Stored data entries>
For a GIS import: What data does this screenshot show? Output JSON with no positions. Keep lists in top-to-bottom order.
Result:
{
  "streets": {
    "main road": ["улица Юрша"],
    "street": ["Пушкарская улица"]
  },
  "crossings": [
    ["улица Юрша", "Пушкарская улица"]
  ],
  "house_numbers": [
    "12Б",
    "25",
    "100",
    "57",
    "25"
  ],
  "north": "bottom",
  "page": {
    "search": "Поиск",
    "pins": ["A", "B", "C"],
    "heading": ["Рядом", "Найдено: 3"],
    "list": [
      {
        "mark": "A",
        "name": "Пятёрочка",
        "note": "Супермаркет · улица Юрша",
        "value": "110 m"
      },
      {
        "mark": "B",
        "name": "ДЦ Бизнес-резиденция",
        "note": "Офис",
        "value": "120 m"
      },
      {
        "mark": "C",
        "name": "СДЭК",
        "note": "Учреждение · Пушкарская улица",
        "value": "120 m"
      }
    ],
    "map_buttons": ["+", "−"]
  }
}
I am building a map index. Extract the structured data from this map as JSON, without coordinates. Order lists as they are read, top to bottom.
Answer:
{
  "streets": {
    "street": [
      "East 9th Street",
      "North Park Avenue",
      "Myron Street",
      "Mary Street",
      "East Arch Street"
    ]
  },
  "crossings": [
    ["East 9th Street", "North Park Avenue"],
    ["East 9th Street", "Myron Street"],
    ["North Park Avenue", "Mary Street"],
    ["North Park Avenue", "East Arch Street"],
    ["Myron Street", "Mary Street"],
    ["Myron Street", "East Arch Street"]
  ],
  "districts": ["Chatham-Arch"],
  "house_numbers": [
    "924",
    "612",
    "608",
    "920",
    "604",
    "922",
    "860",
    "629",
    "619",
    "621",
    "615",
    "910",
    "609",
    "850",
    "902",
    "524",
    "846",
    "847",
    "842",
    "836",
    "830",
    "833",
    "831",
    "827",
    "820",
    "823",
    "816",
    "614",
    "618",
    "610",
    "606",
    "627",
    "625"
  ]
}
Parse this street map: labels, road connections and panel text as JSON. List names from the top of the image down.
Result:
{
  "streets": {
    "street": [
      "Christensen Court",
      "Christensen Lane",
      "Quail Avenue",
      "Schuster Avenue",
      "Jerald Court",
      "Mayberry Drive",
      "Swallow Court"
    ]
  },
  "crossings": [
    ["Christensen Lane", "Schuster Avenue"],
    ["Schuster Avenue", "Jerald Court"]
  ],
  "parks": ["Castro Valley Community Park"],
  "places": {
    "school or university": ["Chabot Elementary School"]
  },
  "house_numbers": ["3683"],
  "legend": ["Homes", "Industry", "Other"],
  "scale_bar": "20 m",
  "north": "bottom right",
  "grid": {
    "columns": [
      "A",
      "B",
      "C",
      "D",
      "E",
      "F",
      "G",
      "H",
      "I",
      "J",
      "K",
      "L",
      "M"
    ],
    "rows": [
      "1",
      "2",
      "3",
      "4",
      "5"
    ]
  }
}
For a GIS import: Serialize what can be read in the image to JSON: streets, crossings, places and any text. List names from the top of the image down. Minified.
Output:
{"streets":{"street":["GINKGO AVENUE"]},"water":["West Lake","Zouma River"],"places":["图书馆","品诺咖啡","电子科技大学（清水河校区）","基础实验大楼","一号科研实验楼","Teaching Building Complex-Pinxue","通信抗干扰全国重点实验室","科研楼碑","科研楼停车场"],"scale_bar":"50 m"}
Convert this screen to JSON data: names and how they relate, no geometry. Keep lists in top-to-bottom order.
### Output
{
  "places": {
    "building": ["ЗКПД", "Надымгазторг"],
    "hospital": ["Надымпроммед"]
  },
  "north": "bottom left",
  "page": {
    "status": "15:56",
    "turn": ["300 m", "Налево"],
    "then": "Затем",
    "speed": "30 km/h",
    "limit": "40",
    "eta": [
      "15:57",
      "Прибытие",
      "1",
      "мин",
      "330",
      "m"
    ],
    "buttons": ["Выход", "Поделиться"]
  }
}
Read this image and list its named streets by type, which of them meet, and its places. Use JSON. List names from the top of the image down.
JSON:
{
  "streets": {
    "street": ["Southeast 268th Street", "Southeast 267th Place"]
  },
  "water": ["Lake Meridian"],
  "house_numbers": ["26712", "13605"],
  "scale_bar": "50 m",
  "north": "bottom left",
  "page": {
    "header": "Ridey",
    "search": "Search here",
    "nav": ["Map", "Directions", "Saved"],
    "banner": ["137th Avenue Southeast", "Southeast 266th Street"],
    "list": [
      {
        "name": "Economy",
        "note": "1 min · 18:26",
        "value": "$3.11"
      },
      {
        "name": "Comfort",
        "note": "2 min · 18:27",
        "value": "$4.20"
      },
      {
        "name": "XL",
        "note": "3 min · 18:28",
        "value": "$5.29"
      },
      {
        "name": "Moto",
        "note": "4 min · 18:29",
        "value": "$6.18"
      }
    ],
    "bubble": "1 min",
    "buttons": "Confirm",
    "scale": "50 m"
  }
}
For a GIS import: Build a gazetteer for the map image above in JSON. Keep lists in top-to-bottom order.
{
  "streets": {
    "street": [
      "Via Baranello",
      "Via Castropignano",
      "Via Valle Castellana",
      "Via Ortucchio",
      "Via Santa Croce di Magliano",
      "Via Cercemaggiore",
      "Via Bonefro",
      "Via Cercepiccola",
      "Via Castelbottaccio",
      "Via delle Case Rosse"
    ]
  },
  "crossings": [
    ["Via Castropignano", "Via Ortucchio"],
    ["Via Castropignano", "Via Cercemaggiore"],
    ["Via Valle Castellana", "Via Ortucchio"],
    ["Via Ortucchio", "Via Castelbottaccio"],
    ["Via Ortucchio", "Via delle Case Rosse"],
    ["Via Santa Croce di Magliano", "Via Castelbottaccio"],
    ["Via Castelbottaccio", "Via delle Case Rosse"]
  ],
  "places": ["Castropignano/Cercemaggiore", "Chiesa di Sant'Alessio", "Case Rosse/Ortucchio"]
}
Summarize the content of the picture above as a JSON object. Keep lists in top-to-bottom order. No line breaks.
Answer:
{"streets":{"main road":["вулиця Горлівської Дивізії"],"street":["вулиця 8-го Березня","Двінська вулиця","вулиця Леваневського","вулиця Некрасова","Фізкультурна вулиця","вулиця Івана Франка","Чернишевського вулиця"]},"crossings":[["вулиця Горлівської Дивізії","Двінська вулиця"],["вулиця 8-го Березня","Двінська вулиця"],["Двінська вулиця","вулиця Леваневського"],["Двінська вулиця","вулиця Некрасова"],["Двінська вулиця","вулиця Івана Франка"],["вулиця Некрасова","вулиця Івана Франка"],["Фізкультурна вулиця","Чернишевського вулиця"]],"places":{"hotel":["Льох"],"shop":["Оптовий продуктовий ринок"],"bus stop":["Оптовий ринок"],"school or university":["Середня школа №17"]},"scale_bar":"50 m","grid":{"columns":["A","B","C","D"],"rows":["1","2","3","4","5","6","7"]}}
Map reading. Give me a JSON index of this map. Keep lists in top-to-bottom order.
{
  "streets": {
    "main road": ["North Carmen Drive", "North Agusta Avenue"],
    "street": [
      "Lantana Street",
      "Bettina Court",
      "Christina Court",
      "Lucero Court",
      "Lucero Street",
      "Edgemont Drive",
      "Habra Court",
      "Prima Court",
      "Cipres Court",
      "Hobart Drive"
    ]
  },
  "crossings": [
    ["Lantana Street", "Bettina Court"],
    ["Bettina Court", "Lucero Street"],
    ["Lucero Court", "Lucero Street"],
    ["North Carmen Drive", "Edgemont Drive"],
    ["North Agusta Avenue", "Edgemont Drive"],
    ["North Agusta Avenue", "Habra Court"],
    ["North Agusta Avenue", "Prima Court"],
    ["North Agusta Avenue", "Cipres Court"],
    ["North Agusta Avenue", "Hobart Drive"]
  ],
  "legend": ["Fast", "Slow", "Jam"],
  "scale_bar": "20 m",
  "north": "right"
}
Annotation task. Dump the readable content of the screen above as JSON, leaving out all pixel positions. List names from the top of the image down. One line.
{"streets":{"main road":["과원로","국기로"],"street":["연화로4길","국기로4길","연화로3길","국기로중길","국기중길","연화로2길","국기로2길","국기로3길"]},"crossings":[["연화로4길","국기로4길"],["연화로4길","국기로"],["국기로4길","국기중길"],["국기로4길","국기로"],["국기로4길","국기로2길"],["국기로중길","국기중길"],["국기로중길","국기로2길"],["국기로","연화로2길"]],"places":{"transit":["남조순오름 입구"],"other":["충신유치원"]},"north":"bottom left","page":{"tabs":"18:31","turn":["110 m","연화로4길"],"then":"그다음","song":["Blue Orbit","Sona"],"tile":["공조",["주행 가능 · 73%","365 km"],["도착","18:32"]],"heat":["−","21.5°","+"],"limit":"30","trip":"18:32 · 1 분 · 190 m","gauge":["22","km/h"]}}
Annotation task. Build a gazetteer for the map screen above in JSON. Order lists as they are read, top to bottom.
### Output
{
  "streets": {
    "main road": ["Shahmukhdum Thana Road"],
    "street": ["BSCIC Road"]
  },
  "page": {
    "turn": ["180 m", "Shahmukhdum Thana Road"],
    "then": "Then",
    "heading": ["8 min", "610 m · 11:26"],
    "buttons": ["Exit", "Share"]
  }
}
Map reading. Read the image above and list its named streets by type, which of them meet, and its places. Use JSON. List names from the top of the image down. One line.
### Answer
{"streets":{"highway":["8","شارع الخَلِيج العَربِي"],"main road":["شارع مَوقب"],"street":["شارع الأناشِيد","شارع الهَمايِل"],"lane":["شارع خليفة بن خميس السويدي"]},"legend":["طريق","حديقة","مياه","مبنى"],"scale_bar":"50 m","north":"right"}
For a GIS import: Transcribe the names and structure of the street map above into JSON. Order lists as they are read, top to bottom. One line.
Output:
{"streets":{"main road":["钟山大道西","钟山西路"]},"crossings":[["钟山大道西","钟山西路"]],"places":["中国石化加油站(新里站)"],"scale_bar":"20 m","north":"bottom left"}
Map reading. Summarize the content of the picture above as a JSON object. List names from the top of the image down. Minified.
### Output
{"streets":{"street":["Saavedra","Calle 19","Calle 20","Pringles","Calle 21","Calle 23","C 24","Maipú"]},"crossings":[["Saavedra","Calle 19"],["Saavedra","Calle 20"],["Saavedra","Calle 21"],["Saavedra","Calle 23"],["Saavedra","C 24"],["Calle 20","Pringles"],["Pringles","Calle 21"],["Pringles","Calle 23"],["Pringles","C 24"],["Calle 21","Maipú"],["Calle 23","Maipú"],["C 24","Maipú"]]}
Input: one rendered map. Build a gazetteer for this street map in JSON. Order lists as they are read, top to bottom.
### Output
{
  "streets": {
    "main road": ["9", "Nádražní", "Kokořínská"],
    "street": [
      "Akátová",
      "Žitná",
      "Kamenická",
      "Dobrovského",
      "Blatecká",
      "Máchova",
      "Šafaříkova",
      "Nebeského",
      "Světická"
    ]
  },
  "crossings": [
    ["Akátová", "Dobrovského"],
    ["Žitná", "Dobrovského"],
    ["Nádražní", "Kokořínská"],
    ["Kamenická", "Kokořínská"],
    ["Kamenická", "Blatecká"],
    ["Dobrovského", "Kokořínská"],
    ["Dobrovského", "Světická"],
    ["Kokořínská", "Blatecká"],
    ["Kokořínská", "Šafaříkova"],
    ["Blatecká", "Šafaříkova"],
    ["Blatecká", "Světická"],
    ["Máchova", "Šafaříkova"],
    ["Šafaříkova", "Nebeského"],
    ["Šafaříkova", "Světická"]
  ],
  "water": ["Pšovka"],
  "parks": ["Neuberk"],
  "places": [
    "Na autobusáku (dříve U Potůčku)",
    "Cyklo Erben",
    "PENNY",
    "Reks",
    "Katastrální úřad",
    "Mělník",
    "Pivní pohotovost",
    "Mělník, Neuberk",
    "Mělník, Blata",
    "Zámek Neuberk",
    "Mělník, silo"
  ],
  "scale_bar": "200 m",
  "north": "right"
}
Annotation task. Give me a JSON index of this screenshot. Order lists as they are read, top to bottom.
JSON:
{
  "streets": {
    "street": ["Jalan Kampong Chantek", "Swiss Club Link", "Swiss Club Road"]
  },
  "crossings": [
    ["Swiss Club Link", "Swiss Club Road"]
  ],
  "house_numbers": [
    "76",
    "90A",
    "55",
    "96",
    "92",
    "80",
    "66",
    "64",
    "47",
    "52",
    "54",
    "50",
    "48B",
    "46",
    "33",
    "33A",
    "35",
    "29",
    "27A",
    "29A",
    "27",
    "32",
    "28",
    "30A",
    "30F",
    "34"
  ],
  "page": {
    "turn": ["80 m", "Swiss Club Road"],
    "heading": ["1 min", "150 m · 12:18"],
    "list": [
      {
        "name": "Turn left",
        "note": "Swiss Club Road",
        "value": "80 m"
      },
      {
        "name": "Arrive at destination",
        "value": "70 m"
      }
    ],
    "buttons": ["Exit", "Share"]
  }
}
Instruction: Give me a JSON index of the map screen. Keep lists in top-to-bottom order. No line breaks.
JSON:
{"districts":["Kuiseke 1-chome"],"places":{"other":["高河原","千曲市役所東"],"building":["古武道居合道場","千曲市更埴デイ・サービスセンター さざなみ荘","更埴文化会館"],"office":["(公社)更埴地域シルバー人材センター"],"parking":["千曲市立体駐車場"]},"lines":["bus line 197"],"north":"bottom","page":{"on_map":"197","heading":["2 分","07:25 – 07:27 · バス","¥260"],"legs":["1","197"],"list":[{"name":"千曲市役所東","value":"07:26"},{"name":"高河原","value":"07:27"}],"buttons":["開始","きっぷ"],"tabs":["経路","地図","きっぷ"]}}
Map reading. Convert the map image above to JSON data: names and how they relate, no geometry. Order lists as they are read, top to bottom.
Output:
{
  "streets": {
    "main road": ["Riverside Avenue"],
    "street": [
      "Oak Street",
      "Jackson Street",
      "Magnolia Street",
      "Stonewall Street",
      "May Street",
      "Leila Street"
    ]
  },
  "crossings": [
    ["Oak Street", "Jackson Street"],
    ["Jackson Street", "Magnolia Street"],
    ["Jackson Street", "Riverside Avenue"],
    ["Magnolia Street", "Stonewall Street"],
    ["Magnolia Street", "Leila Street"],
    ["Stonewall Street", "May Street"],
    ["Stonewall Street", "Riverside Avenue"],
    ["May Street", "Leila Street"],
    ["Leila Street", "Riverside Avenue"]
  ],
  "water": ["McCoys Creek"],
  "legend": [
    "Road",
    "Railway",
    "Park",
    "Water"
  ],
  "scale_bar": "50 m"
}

TASK BRIEF> All lines above containing the string "meet" are to be collected.

RESULT OF THE EXERCISE>
Read this image and list its named streets by type, which of them meet, and its places. Use JSON. List names from the top of the image down.
Map reading. Read the image above and list its named streets by type, which of them meet, and its places. Use JSON. List names from the top of the image down. One line.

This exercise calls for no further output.